On Thu, May 14, 2015 at 01:14:34PM +0200, Joran Martijn wrote:
> I just saw the release of Khmer 1.4, and it includes in the sandbox the  
> "unique-kmer.py" script.
> Do you think I can use this script for my purpose (comparing unique  
> number of k-mers for a certain k before and after different steps of the  
> 3-pass normalization?).
>
> Cheers,
>
> Joran
>
> On 12/05/15 12:46, C. Titus Brown wrote:
>> Kalamazoo uses the three-pass :).  We have pretty good evidence that
>> it works ok for metagenomes - it's not what we used in Howe et al.,
>> for two reasons (we didn't have the variable-coverage error trimming yet,
>> and the data set was very low coverage) but we've been using it since.
>>
>> best,
>> --titus
>>
>> On Mon, May 11, 2015 at 01:52:06PM +0200, Joran Martijn wrote:
>>> Thanks Titus, let me know when you figure something out!
>>>
>>> I was playing around with several different Coverage thresholds.
>>> I won't use the 3-pass as I understood this does not work well for
>>> metagenomes.
>>> I was thinking of following the kalamazoo pipeline.
>>>
>>> Joran
>>>
>>> On 11/05/15 13:13, C. Titus Brown wrote:
>>>> OK, that's very weird - this must be a bug, but I'll be darned if I can
>>>> figure out what might be causing it.  The numbers in load-into-counting
>>>> should be correct but I'll have to independently confirm that.
>>>>
>>>> BTW, for the first round of diginorm I'd use C=20; see 3-pass diginorm
>>>> in the dn paper.
>>>>
>>>> best,
>>>> --titus
>>>>
>>>> On Mon, May 11, 2015 at 01:06:24PM +0200, Joran Martijn wrote:
>>>>> Hej Titus,
>>>>>
>>>>> Thanks for the quick reply! Here are the report files, which are
>>>>> basically the STDERR and STDOUT output of the scripts.
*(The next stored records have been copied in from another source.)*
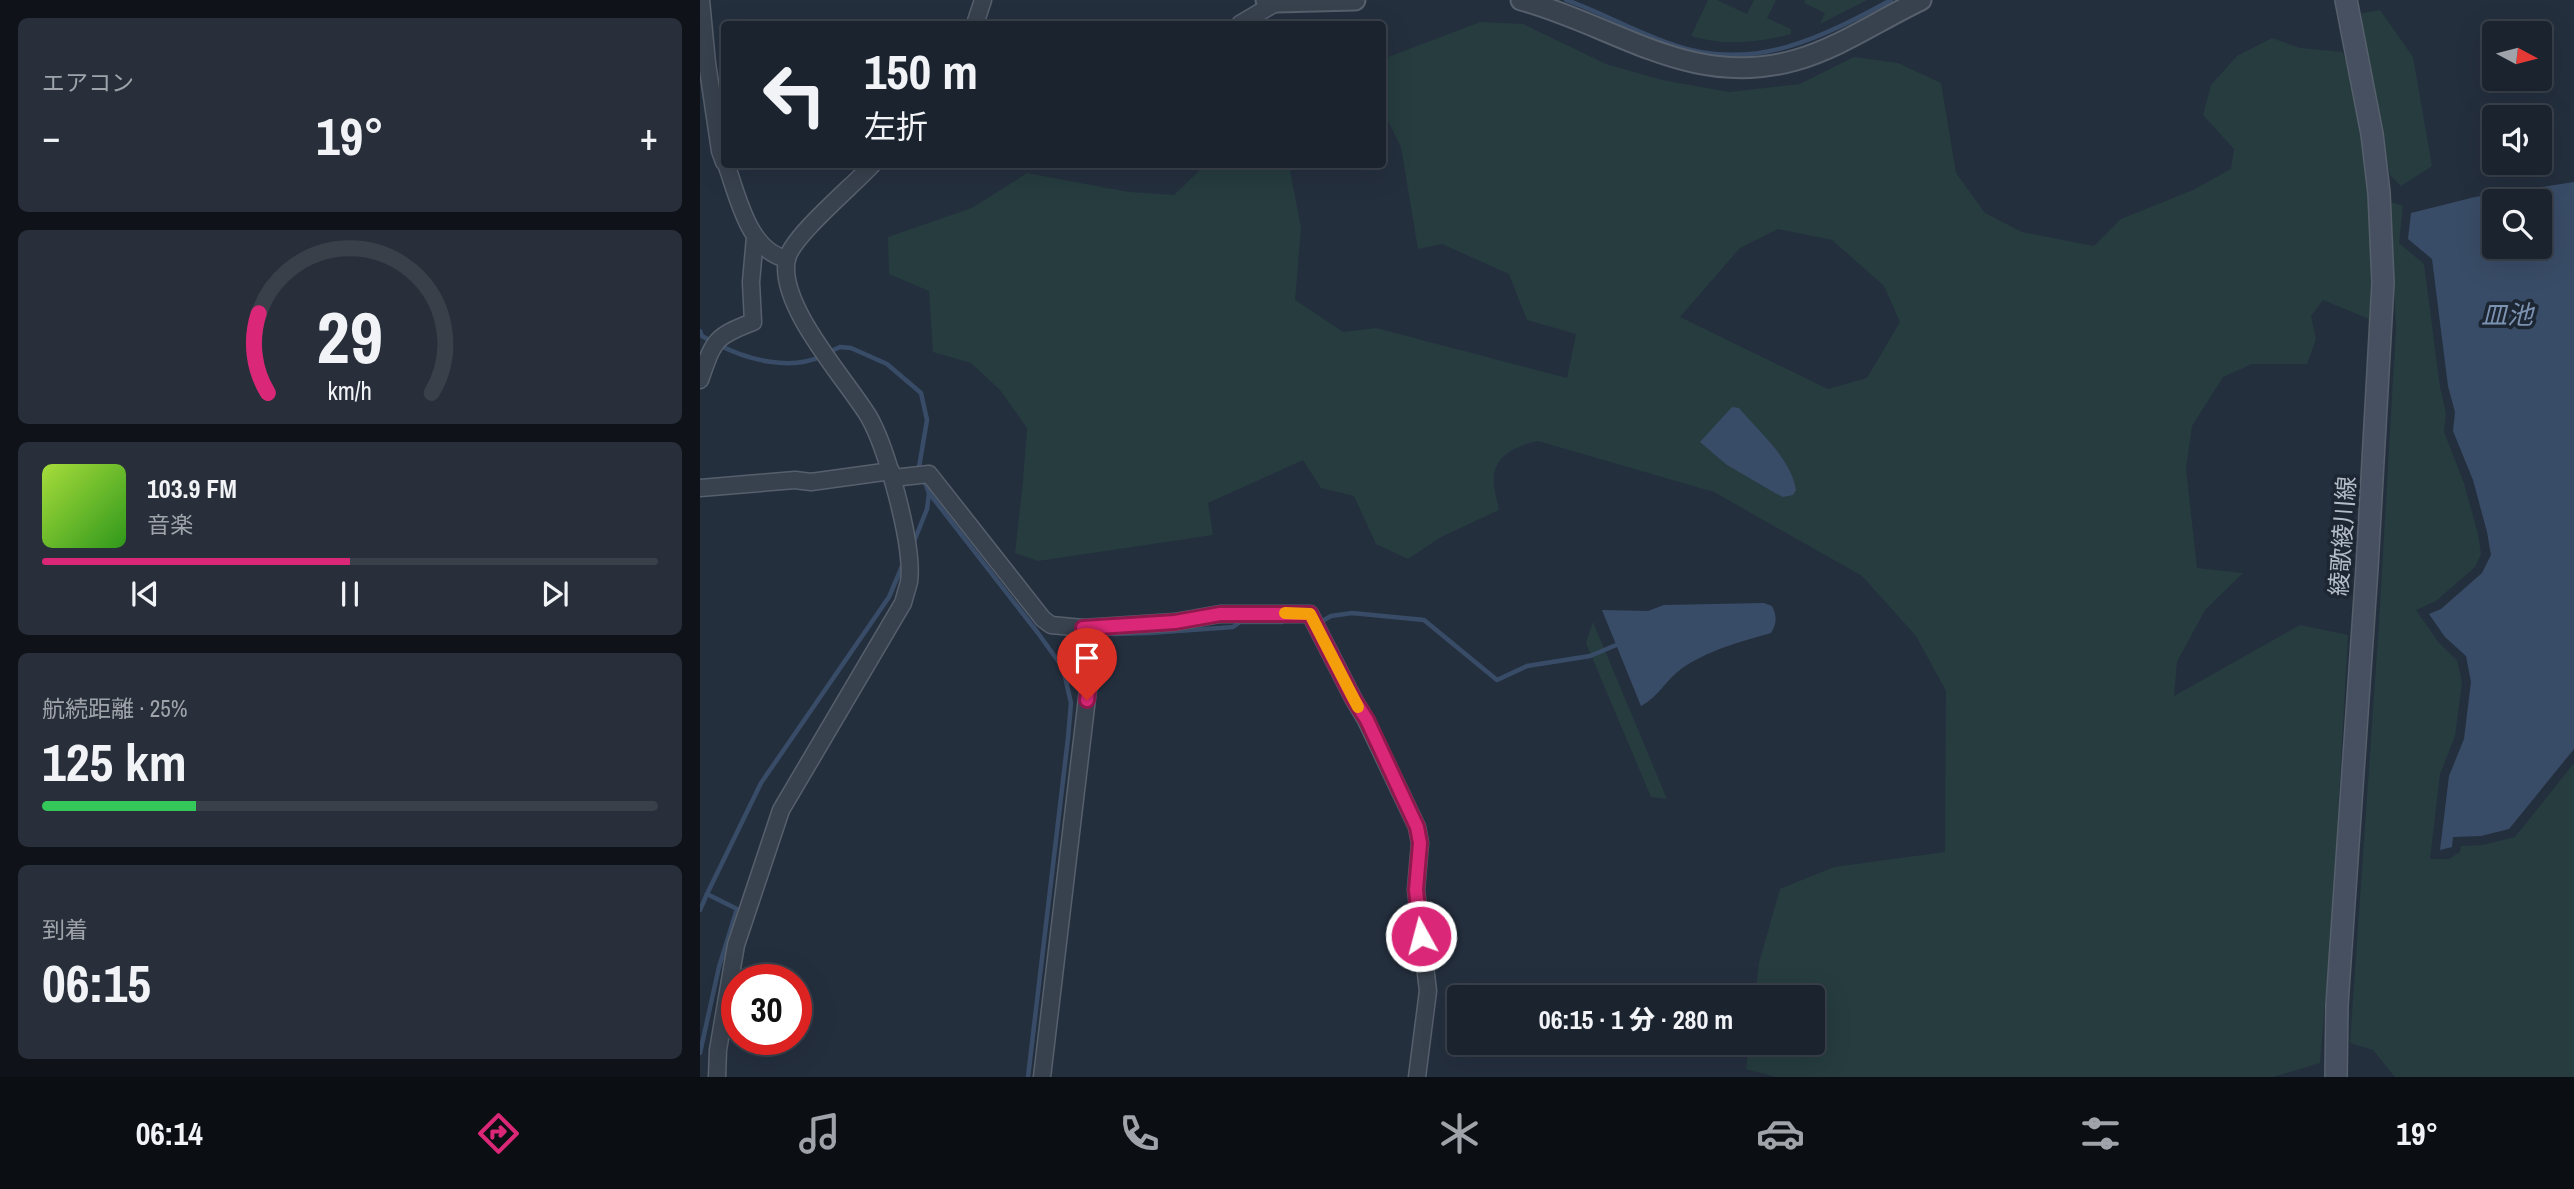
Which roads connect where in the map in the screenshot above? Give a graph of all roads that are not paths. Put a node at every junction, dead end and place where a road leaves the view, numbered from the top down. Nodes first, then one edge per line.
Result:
1 (701, 0) edge
2 (983, 0) edge
3 (1355, 0) edge
4 (1521, 0) edge
5 (1921, 0) edge
6 (2346, 0) edge
7 (1271, 1) edge
8 (976, 21) edge
9 (1244, 21) edge
10 (721, 153) edge
11 (727, 168) edge
12 (869, 168) edge
13 (755, 237) junction
14 (787, 259) junction
15 (700, 380) edge
16 (892, 475) junction
17 (700, 488) edge
18 (1083, 628) junction
19 (717, 1077) edge
20 (1042, 1077) edge
21 (1417, 1077) edge
22 (2336, 1077) edge

1 - 10 street
2 - 8 street
3 - 7 street
4 - 5 street
6 - 22 main road, 綾歌綾川線
7 - 9 street
11 - 13 street
12 - 14 street
13 - 14 street
13 - 15 street
14 - 16 street
16 - 17 street
16 - 18 street
16 - 19 street
18 - 20 street
18 - 21 street

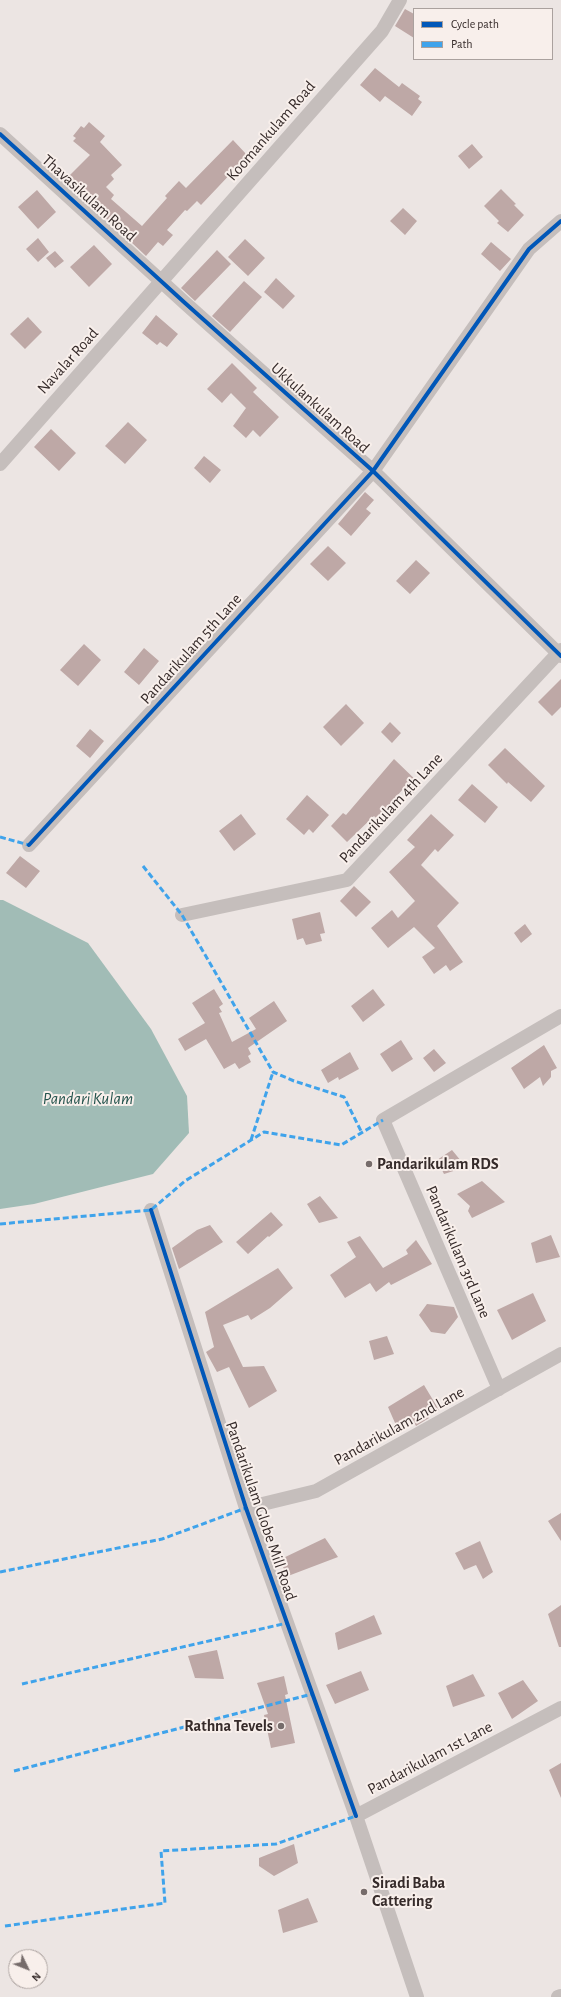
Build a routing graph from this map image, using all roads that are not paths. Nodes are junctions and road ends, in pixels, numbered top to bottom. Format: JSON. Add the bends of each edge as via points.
{"nodes":[{"id":1,"x":400,"y":0,"type":"edge"},
{"id":2,"x":0,"y":134,"type":"edge"},
{"id":3,"x":561,"y":221,"type":"edge"},
{"id":4,"x":162,"y":281,"type":"junction"},
{"id":5,"x":0,"y":464,"type":"edge"},
{"id":6,"x":373,"y":471,"type":"junction"},
{"id":7,"x":560,"y":653,"type":"edge"},
{"id":8,"x":29,"y":845,"type":"dead end"},
{"id":9,"x":182,"y":915,"type":"dead end"},
{"id":10,"x":561,"y":1016,"type":"edge"},
{"id":11,"x":151,"y":1210,"type":"dead end"},
{"id":12,"x":561,"y":1354,"type":"edge"},
{"id":13,"x":499,"y":1389,"type":"junction"},
{"id":14,"x":246,"y":1508,"type":"junction"},
{"id":15,"x":561,"y":1708,"type":"edge"},
{"id":16,"x":356,"y":1816,"type":"junction"},
{"id":17,"x":561,"y":1996,"type":"edge"},
{"id":18,"x":417,"y":1997,"type":"edge"},
{"id":19,"x":558,"y":1997,"type":"edge"}],
"edges":[{"from":1,"to":4,"type":"street","name":"Koomankulam Road","via":[[382,31]]},
{"from":2,"to":4,"type":"street","name":"Thavasikulam Road"},
{"from":3,"to":6,"type":"street","name":"Pandarikulam 5th Lane","via":[[529,250]]},
{"from":4,"to":5,"type":"street","name":"Navalar Road"},
{"from":4,"to":6,"type":"street","name":"Ukkulankulam Road"},
{"from":6,"to":7,"type":"street","name":"Ukkulankulam Road"},
{"from":6,"to":8,"type":"street","name":"Pandarikulam 5th Lane"},
{"from":7,"to":9,"type":"street","name":"Pandarikulam 4th Lane","via":[[347,880]]},
{"from":10,"to":13,"type":"street","name":"Pandarikulam 3rd Lane","via":[[383,1120]]},
{"from":11,"to":14,"type":"street","name":"Pandarikulam Globe Mill Road"},
{"from":12,"to":13,"type":"street","name":"Pandarikulam 2nd Lane"},
{"from":13,"to":14,"type":"street","name":"Pandarikulam 2nd Lane","via":[[316,1491]]},
{"from":14,"to":16,"type":"street","name":"Pandarikulam Globe Mill Road"},
{"from":15,"to":16,"type":"street","name":"Pandarikulam 1st Lane"},
{"from":16,"to":18,"type":"street"},
{"from":17,"to":19,"type":"street"}]}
>>>>> Quick note before the reports, I made a small mistake in my
>>>>> openingspost. The Coverage threshold I tried for these reports was 5,
>>>>> not 20.
>>>>>
>>>>> Here the report file of the first load-into-counting.py execution (on
>>>>> the raw sequence data), test.ct.report:
>>>>>
>>>>> || This is the script 'load-into-counting.py' in khmer.
>>>>> || You are running khmer version 1.3
>>>>> || You are also using screed version 0.8
>>>>> ||
>>>>> || If you use this script in a publication, please cite EACH of the
>>>>> following:
>>>>> ||
>>>>> ||   * MR Crusoe et al., 2014. http://dx.doi.org/10.6084/m9.figshare.979190
>>>>> ||   * Q Zhang et al., http://dx.doi.org/10.1371/journal.pone.0101271
>>>>> ||   * A. D303266ring et al. http://dx.doi.org:80/10.1186/1471-2105-9-11
>>>>> ||
>>>>> || Please see http://khmer.readthedocs.org/en/latest/citations.html for
>>>>> details.
>>>>>
>>>>>
>>>>> PARAMETERS:
>>>>>    - kmer size =    20            (-k)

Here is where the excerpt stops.